• _PROBLEM REQUIREMENTS_
Copy the whole listing verbatim.

• _RECORDS SHOWN_
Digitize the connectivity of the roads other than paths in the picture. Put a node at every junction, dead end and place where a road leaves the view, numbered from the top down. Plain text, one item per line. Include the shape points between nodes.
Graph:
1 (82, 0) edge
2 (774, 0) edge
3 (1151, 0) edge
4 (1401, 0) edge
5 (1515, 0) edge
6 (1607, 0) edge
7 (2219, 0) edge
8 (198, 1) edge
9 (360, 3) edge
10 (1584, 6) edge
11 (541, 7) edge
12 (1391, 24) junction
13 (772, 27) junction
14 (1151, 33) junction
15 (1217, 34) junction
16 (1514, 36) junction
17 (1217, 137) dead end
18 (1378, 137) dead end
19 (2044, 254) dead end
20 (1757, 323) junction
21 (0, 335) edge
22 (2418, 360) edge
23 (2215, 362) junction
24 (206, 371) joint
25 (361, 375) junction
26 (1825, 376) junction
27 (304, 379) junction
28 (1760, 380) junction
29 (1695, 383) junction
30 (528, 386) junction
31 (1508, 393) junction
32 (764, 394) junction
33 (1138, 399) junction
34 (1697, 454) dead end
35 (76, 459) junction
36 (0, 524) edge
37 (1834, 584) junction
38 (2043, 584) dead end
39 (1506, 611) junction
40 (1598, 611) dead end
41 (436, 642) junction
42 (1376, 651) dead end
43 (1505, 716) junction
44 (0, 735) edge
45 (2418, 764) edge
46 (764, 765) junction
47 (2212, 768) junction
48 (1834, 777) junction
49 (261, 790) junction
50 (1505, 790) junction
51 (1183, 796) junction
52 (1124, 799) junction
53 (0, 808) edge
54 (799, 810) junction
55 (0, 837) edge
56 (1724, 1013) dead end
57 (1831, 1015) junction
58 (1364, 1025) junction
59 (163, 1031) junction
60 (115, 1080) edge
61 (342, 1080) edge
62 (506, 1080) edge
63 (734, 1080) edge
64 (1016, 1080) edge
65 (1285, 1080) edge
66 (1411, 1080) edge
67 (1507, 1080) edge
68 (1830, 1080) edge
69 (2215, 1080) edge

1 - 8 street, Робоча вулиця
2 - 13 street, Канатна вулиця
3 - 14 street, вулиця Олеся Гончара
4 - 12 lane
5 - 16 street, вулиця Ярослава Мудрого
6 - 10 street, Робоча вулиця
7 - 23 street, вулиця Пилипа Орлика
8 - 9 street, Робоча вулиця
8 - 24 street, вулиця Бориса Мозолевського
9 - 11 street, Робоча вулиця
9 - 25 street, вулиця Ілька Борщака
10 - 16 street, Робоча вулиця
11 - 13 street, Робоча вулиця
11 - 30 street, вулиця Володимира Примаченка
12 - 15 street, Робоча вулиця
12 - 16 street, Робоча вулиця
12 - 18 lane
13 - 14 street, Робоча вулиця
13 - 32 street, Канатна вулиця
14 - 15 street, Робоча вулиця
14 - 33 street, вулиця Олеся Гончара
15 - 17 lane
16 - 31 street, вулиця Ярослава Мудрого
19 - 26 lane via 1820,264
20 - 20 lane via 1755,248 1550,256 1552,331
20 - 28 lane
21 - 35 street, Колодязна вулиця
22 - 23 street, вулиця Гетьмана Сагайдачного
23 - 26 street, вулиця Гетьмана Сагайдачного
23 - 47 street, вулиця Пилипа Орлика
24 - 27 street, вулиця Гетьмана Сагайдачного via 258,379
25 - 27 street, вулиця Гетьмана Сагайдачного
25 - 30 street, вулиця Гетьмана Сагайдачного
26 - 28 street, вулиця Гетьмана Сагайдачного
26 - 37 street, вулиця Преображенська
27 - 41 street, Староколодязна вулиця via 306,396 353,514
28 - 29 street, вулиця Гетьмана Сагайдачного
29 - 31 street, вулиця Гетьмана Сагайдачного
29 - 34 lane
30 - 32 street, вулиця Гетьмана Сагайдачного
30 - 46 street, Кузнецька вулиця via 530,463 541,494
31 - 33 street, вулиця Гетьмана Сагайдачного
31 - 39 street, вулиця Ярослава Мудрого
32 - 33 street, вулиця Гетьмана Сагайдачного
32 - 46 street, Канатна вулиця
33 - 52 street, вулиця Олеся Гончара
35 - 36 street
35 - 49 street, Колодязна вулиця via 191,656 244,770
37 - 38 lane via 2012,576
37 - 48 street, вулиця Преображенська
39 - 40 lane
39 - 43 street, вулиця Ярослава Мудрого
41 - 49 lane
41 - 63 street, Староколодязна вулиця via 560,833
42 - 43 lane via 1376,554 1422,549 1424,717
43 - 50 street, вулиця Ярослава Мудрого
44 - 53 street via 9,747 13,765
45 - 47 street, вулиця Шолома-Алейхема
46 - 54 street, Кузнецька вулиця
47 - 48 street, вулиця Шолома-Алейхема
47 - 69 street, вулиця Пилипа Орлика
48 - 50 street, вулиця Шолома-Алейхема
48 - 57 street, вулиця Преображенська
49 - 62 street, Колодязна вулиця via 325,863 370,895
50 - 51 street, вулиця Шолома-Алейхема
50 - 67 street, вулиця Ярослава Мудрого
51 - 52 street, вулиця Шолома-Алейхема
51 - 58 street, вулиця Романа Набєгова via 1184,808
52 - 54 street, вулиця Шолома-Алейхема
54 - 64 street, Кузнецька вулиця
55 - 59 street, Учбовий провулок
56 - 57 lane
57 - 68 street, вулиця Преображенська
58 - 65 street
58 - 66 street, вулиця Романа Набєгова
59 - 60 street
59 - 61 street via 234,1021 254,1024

• _WRITTEN RESPONSE_
Digitize the connectivity of the roads other than paths in the picture. Put a node at every junction, dead end and place where a road leaves the view, numbered from the top down. Plain text, one item per line. Include the shape points between nodes.
Graph:
1 (82, 0) edge
2 (774, 0) edge
3 (1151, 0) edge
4 (1401, 0) edge
5 (1515, 0) edge
6 (1607, 0) edge
7 (2219, 0) edge
8 (198, 1) edge
9 (360, 3) edge
10 (1584, 6) edge
11 (541, 7) edge
12 (1391, 24) junction
13 (772, 27) junction
14 (1151, 33) junction
15 (1217, 34) junction
16 (1514, 36) junction
17 (1217, 137) dead end
18 (1378, 137) dead end
19 (2044, 254) dead end
20 (1757, 323) junction
21 (0, 335) edge
22 (2418, 360) edge
23 (2215, 362) junction
24 (206, 371) joint
25 (361, 375) junction
26 (1825, 376) junction
27 (304, 379) junction
28 (1760, 380) junction
29 (1695, 383) junction
30 (528, 386) junction
31 (1508, 393) junction
32 (764, 394) junction
33 (1138, 399) junction
34 (1697, 454) dead end
35 (76, 459) junction
36 (0, 524) edge
37 (1834, 584) junction
38 (2043, 584) dead end
39 (1506, 611) junction
40 (1598, 611) dead end
41 (436, 642) junction
42 (1376, 651) dead end
43 (1505, 716) junction
44 (0, 735) edge
45 (2418, 764) edge
46 (764, 765) junction
47 (2212, 768) junction
48 (1834, 777) junction
49 (261, 790) junction
50 (1505, 790) junction
51 (1183, 796) junction
52 (1124, 799) junction
53 (0, 808) edge
54 (799, 810) junction
55 (0, 837) edge
56 (1724, 1013) dead end
57 (1831, 1015) junction
58 (1364, 1025) junction
59 (163, 1031) junction
60 (115, 1080) edge
61 (342, 1080) edge
62 (506, 1080) edge
63 (734, 1080) edge
64 (1016, 1080) edge
65 (1285, 1080) edge
66 (1411, 1080) edge
67 (1507, 1080) edge
68 (1830, 1080) edge
69 (2215, 1080) edge

1 - 8 street, Робоча вулиця
2 - 13 street, Канатна вулиця
3 - 14 street, вулиця Олеся Гончара
4 - 12 lane
5 - 16 street, вулиця Ярослава Мудрого
6 - 10 street, Робоча вулиця
7 - 23 street, вулиця Пилипа Орлика
8 - 9 street, Робоча вулиця
8 - 24 street, вулиця Бориса Мозолевського
9 - 11 street, Робоча вулиця
9 - 25 street, вулиця Ілька Борщака
10 - 16 street, Робоча вулиця
11 - 13 street, Робоча вулиця
11 - 30 street, вулиця Володимира Примаченка
12 - 15 street, Робоча вулиця
12 - 16 street, Робоча вулиця
12 - 18 lane
13 - 14 street, Робоча вулиця
13 - 32 street, Канатна вулиця
14 - 15 street, Робоча вулиця
14 - 33 street, вулиця Олеся Гончара
15 - 17 lane
16 - 31 street, вулиця Ярослава Мудрого
19 - 26 lane via 1820,264
20 - 20 lane via 1755,248 1550,256 1552,331
20 - 28 lane
21 - 35 street, Колодязна вулиця
22 - 23 street, вулиця Гетьмана Сагайдачного
23 - 26 street, вулиця Гетьмана Сагайдачного
23 - 47 street, вулиця Пилипа Орлика
24 - 27 street, вулиця Гетьмана Сагайдачного via 258,379
25 - 27 street, вулиця Гетьмана Сагайдачного
25 - 30 street, вулиця Гетьмана Сагайдачного
26 - 28 street, вулиця Гетьмана Сагайдачного
26 - 37 street, вулиця Преображенська
27 - 41 street, Староколодязна вулиця via 306,396 353,514
28 - 29 street, вулиця Гетьмана Сагайдачного
29 - 31 street, вулиця Гетьмана Сагайдачного
29 - 34 lane
30 - 32 street, вулиця Гетьмана Сагайдачного
30 - 46 street, Кузнецька вулиця via 530,463 541,494
31 - 33 street, вулиця Гетьмана Сагайдачного
31 - 39 street, вулиця Ярослава Мудрого
32 - 33 street, вулиця Гетьмана Сагайдачного
32 - 46 street, Канатна вулиця
33 - 52 street, вулиця Олеся Гончара
35 - 36 street
35 - 49 street, Колодязна вулиця via 191,656 244,770
37 - 38 lane via 2012,576
37 - 48 street, вулиця Преображенська
39 - 40 lane
39 - 43 street, вулиця Ярослава Мудрого
41 - 49 lane
41 - 63 street, Староколодязна вулиця via 560,833
42 - 43 lane via 1376,554 1422,549 1424,717
43 - 50 street, вулиця Ярослава Мудрого
44 - 53 street via 9,747 13,765
45 - 47 street, вулиця Шолома-Алейхема
46 - 54 street, Кузнецька вулиця
47 - 48 street, вулиця Шолома-Алейхема
47 - 69 street, вулиця Пилипа Орлика
48 - 50 street, вулиця Шолома-Алейхема
48 - 57 street, вулиця Преображенська
49 - 62 street, Колодязна вулиця via 325,863 370,895
50 - 51 street, вулиця Шолома-Алейхема
50 - 67 street, вулиця Ярослава Мудрого
51 - 52 street, вулиця Шолома-Алейхема
51 - 58 street, вулиця Романа Набєгова via 1184,808
52 - 54 street, вулиця Шолома-Алейхема
54 - 64 street, Кузнецька вулиця
55 - 59 street, Учбовий провулок
56 - 57 lane
57 - 68 street, вулиця Преображенська
58 - 65 street
58 - 66 street, вулиця Романа Набєгова
59 - 60 street
59 - 61 street via 234,1021 254,1024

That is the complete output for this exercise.